FORT WORTH, Texas (AP) — Republican leaders in one of the most populous counties in Texas want to remove a party vice chairman because he's Muslim, according to emails between party leaders.
The emails delivered anonymously to the Fort Worth Star-Telegram indicate the Tarrant County GOP executive committee plans to vote Jan. 10 on whether to remove Shahid Shafi from his leadership position.
Some in the party say Shafi, a surgeon and city council member in a Fort Worth suburb, may be more loyal to Islamic law or not supportive enough of the party's pro-Israel platform.
Shafi counters that he supports American laws and the court system, and says he has no affiliation to "any terrorist organization," as some have alleged. Shafi, who became a U.S. citizen in 2009 and shortly after joined the Republican Party, says he supports the Second Amendment and has never promoted Sharia, or Islamic, law.
He's one of four GOP leaders in the county that some party members are trying to unseat. Another being targeted is a GOP precinct chairwoman who's married to a Muslim.

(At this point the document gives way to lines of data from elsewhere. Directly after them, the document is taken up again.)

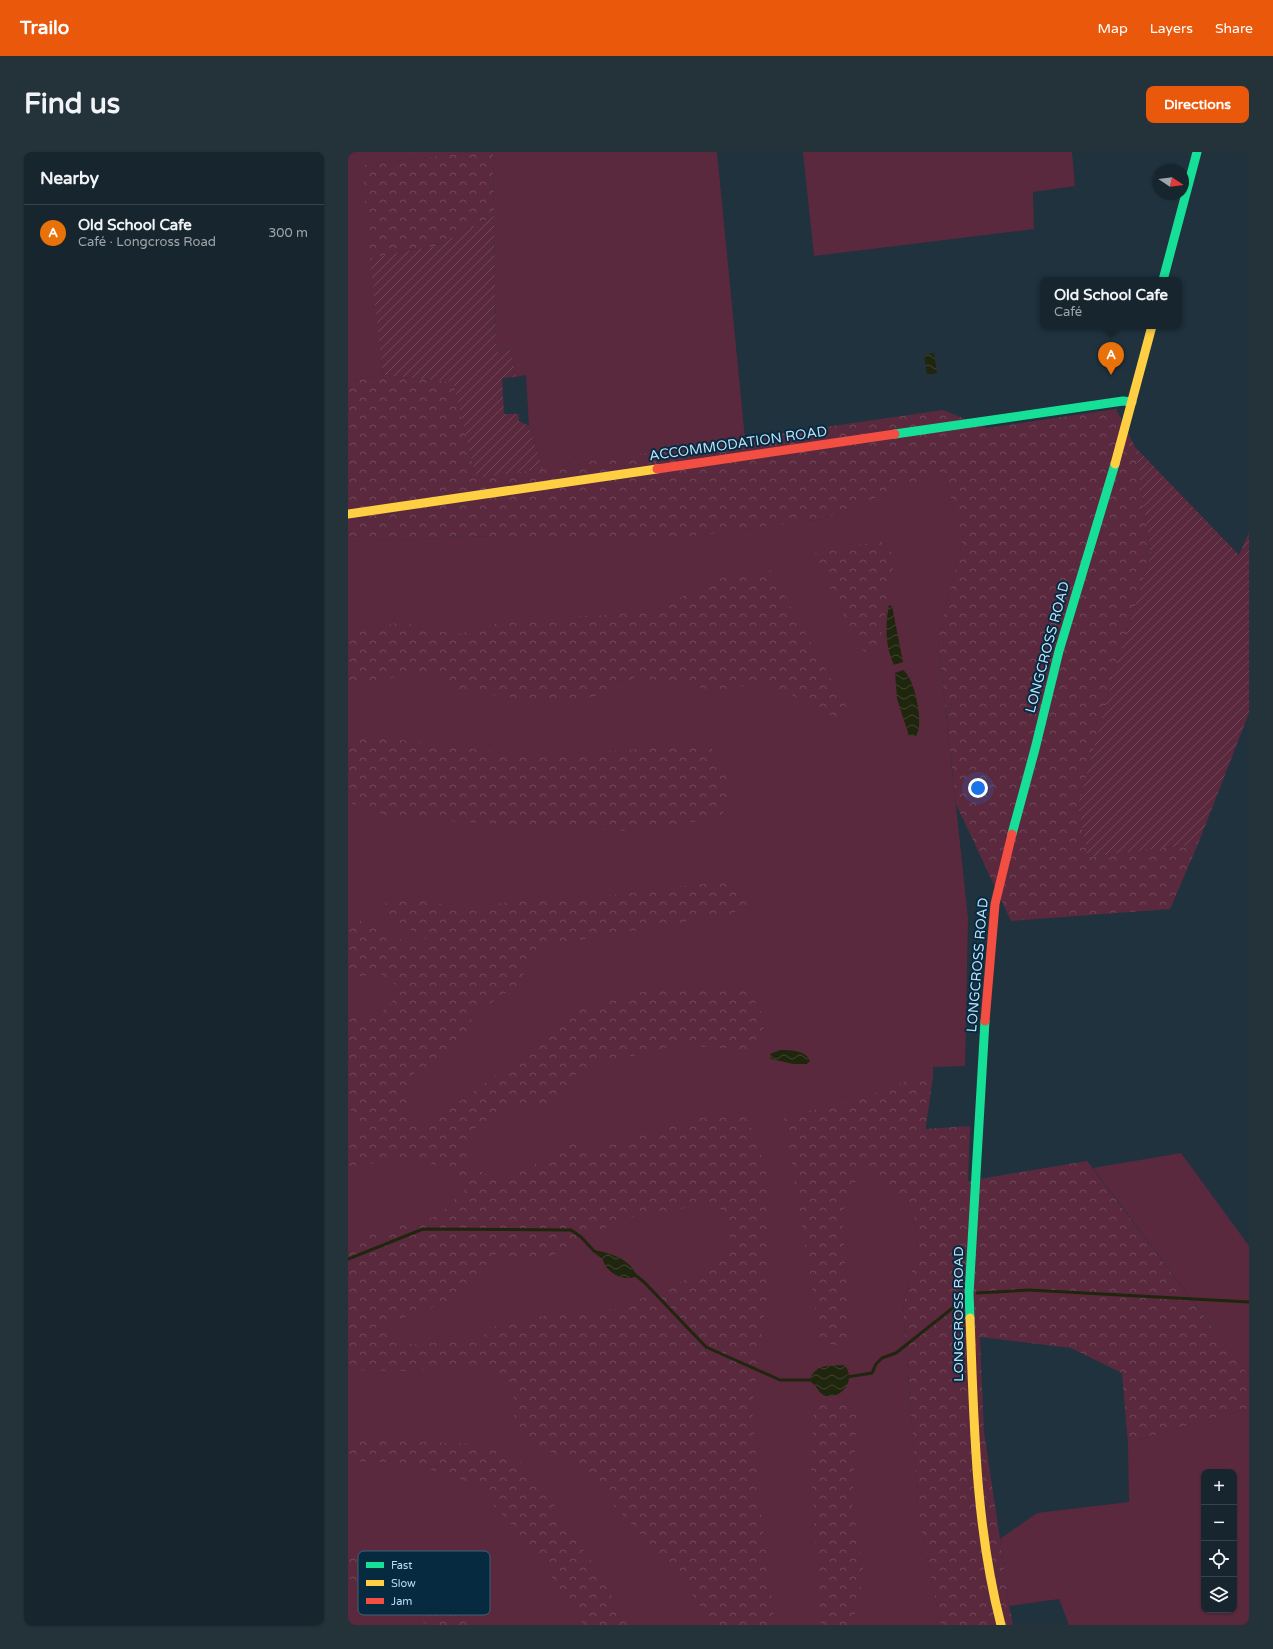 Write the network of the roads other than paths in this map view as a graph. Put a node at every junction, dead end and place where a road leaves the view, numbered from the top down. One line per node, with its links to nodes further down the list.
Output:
1 (1197, 152): 2 (main road)
2 (1164, 277)
3 (1151, 329): 4 (main road, LONGCROSS ROAD)
4 (1132, 402): 5 (main road, ACCOMMODATION ROAD); 6 (main road, LONGCROSS ROAD)
5 (348, 514)
6 (1001, 1625) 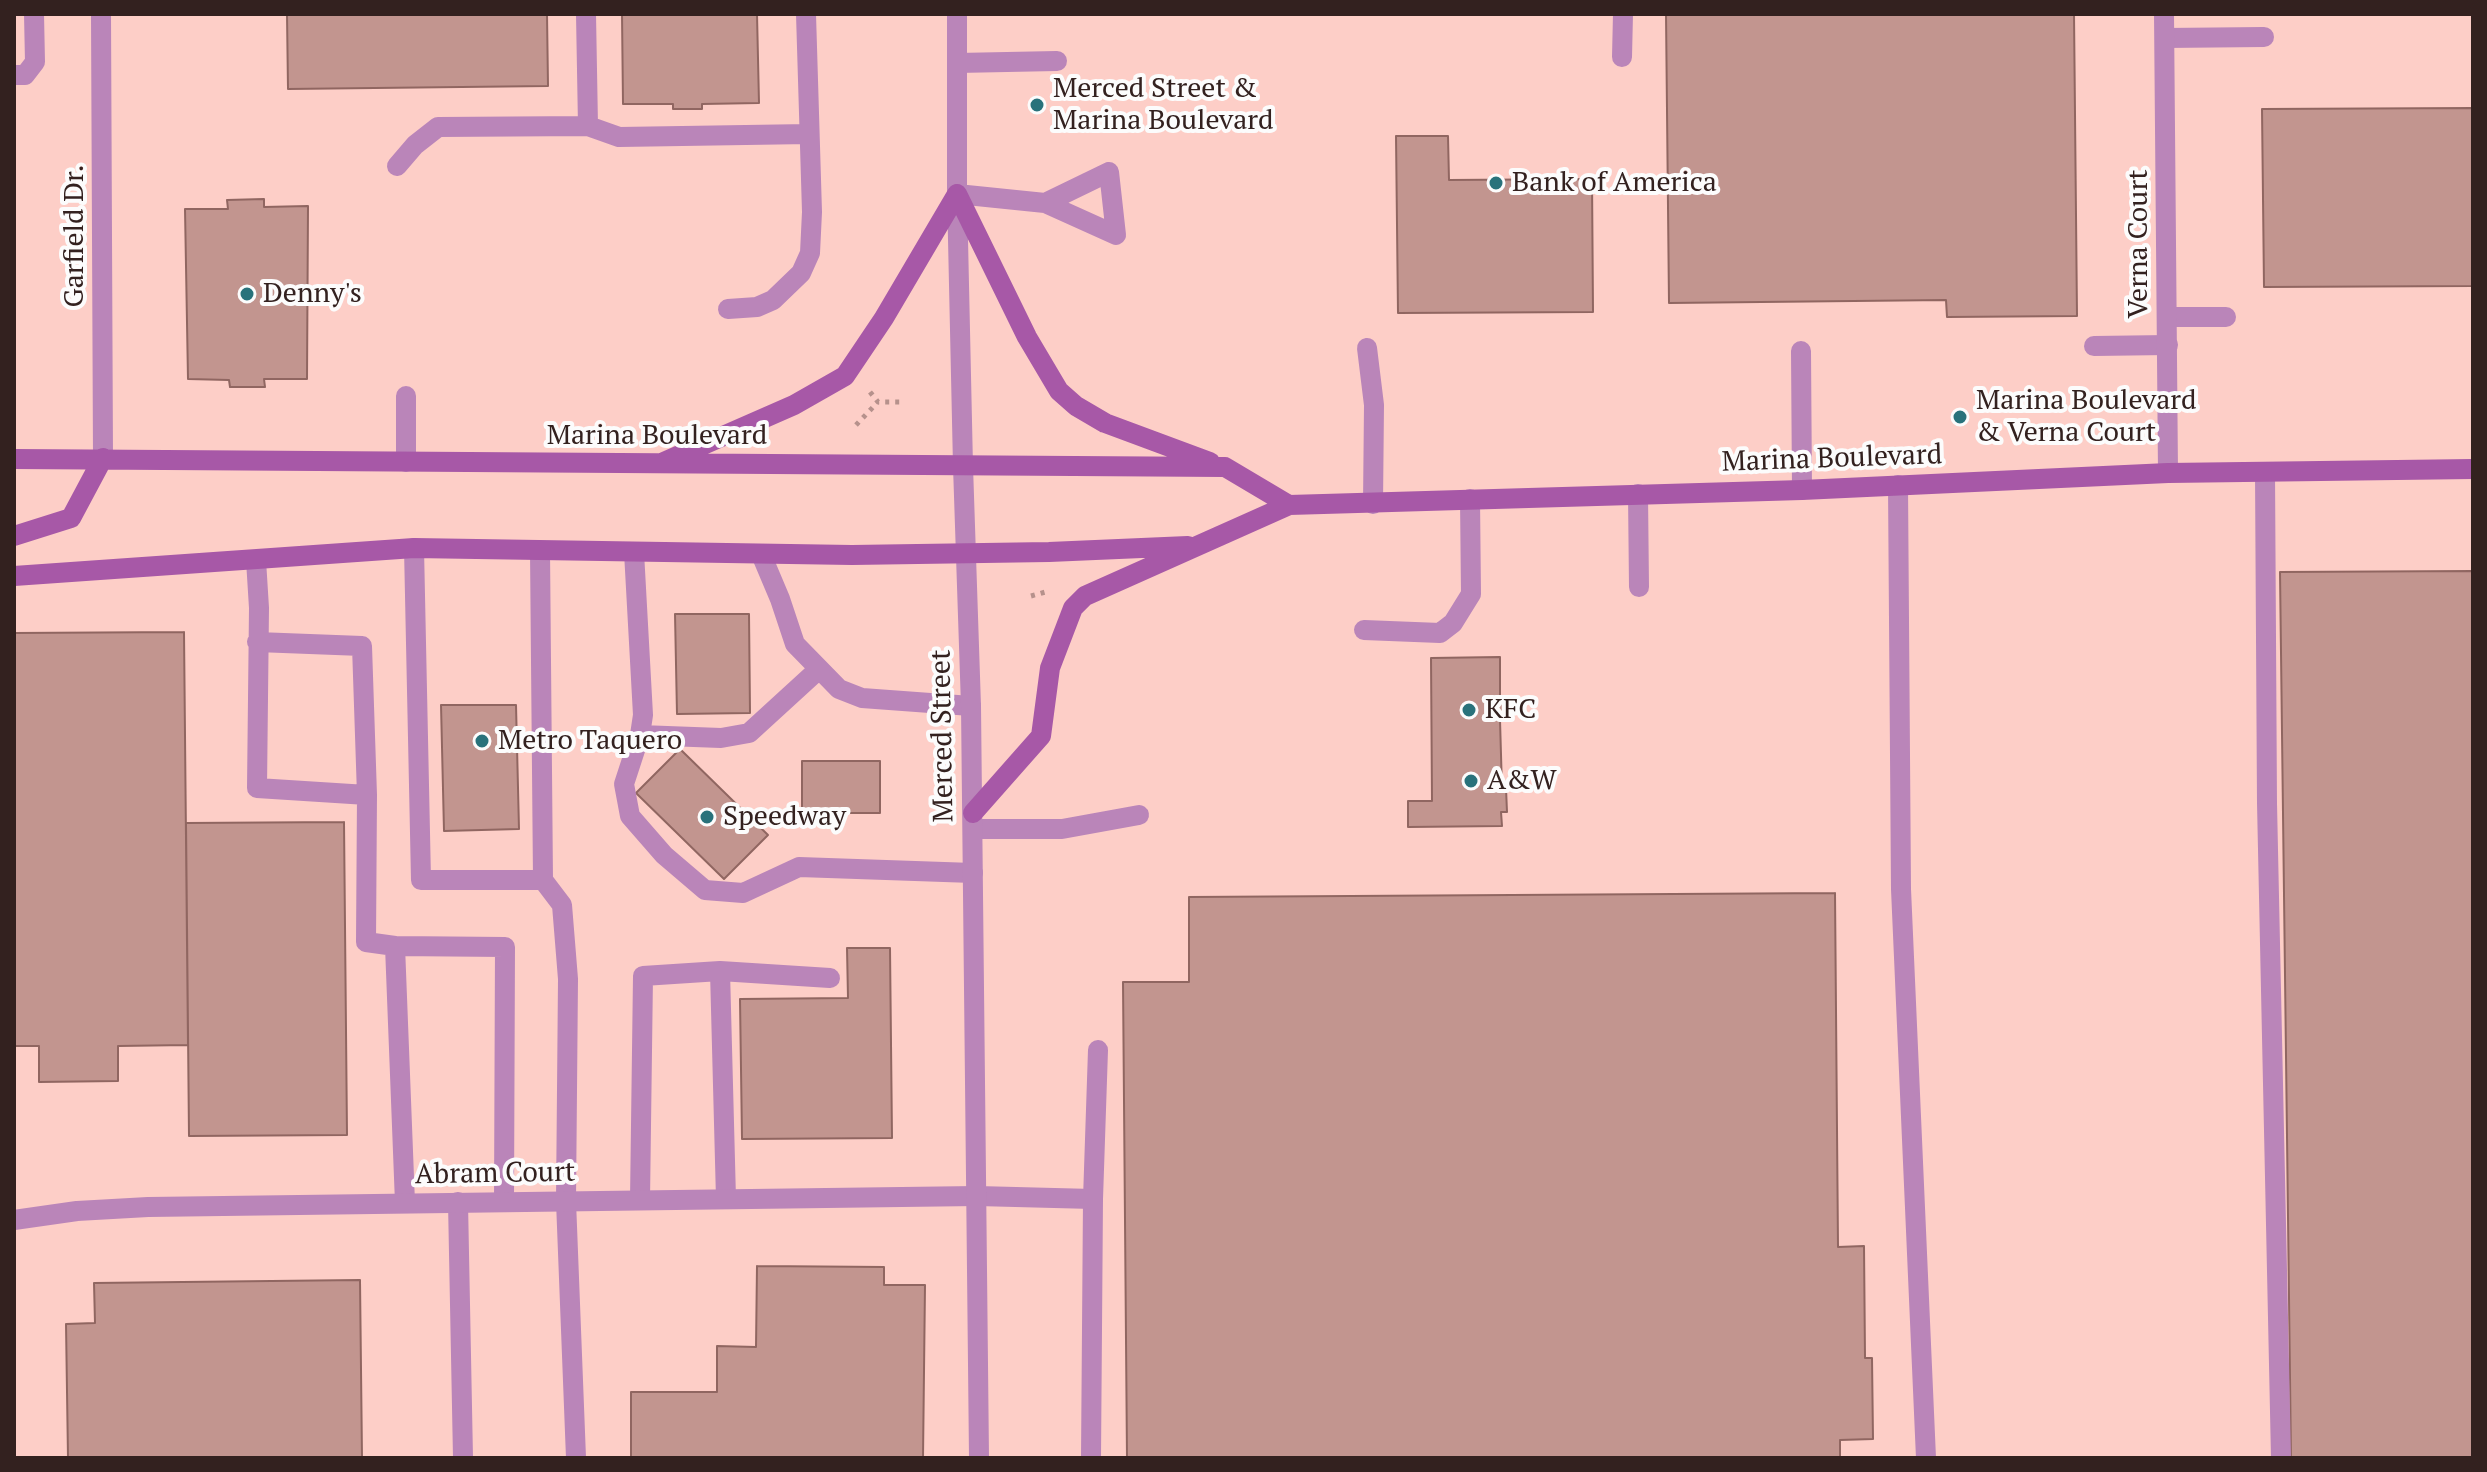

The emails expressed alarm with party leaders after Democrat Beto O'Rourke won the county in his bid to unseat U.S. Sen. Ted Cruz, who ultimately won re-election. Tarrant County is the third most populous in Texas with more than 2 million residents, trailing only Harris and Dallas counties. O'Rourke's showing was the first time in decades that a Democrat running for federal office has won the county.
One email by a Republican activist said, "We have become overly lax."
Lisa Grimaldi Abdulkareem, the precinct chairwoman who's married to a Muslim, told the Star-Telegram that it will be the downfall of the Republican Party if it "doesn't stand up against those who want to discriminate against others."
"Where does the discrimination end? I believe people need to speak up loudly and let the few know that this is not right and it won't be tolerated," she said.